TASK BRIEF: Give the entries below again, word for word, and leave out the images.

[[ PROVIDED MATERIAL, beginning ]]

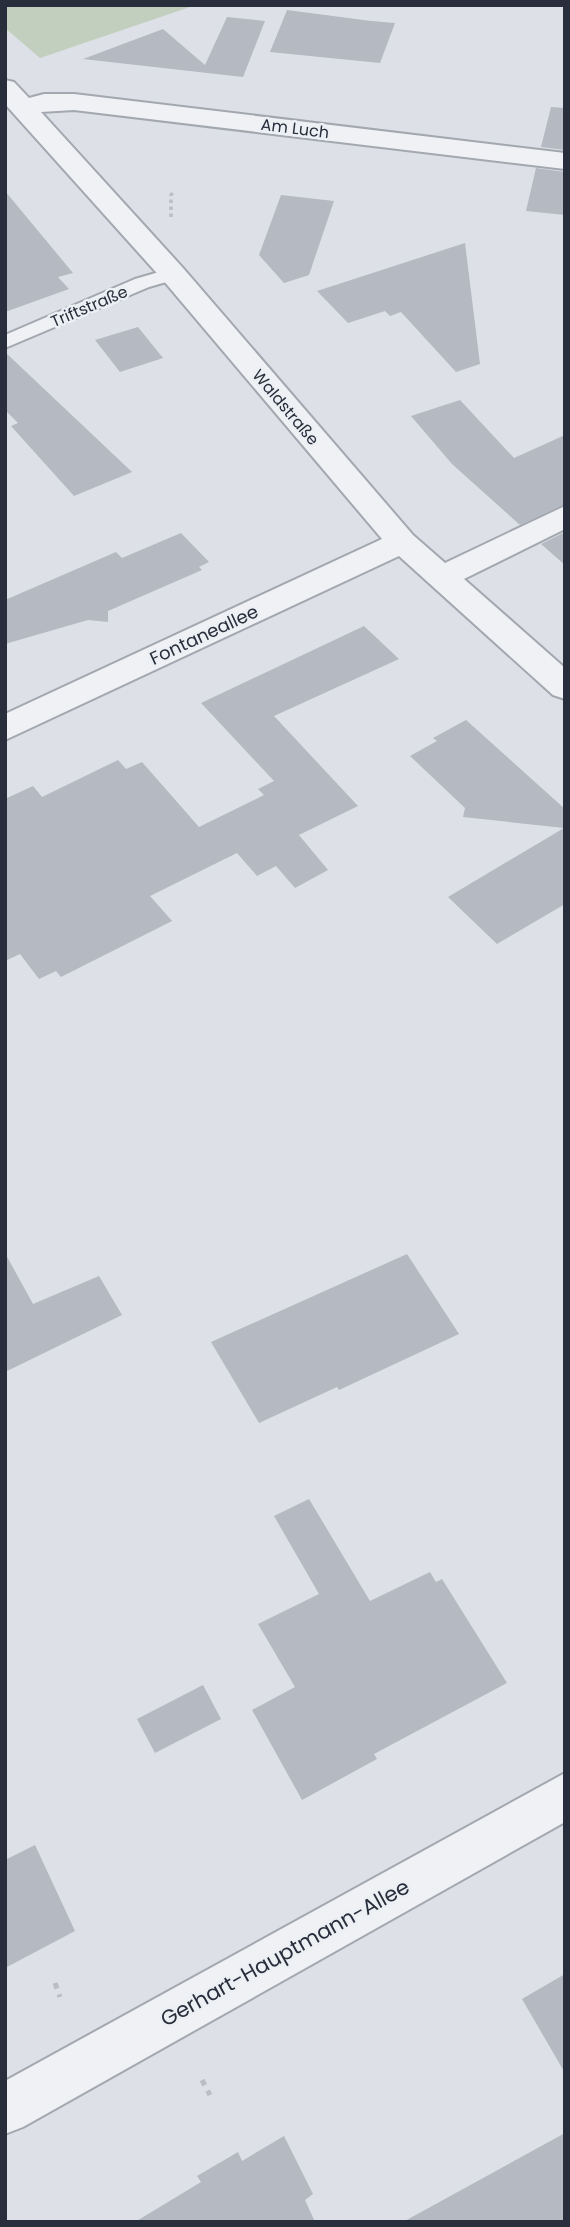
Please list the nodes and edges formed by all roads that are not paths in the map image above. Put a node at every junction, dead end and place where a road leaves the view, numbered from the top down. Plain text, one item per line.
1 (5, 88) edge
2 (25, 108) junction
3 (565, 161) edge
4 (173, 274) junction
5 (5, 342) edge
6 (565, 516) edge
7 (402, 542) junction
8 (440, 578) junction
9 (565, 687) edge
10 (5, 727) edge
11 (565, 1796) edge
12 (5, 2109) edge

1 - 2 street, Waldstraße
2 - 3 street, Am Luch
2 - 4 street, Waldstraße
4 - 5 lane, Triftstraße
4 - 7 street, Waldstraße
6 - 8 street
7 - 8 street, Waldstraße
7 - 10 street, Fontaneallee
8 - 9 street, Waldstraße
11 - 12 street, Gerhart-Hauptmann-Allee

[[ PROVIDED MATERIAL, end ]]

RESULT:
Please list the nodes and edges formed by all roads that are not paths in the map image above. Put a node at every junction, dead end and place where a road leaves the view, numbered from the top down. Plain text, one item per line.
1 (5, 88) edge
2 (25, 108) junction
3 (565, 161) edge
4 (173, 274) junction
5 (5, 342) edge
6 (565, 516) edge
7 (402, 542) junction
8 (440, 578) junction
9 (565, 687) edge
10 (5, 727) edge
11 (565, 1796) edge
12 (5, 2109) edge

1 - 2 street, Waldstraße
2 - 3 street, Am Luch
2 - 4 street, Waldstraße
4 - 5 lane, Triftstraße
4 - 7 street, Waldstraße
6 - 8 street
7 - 8 street, Waldstraße
7 - 10 street, Fontaneallee
8 - 9 street, Waldstraße
11 - 12 street, Gerhart-Hauptmann-Allee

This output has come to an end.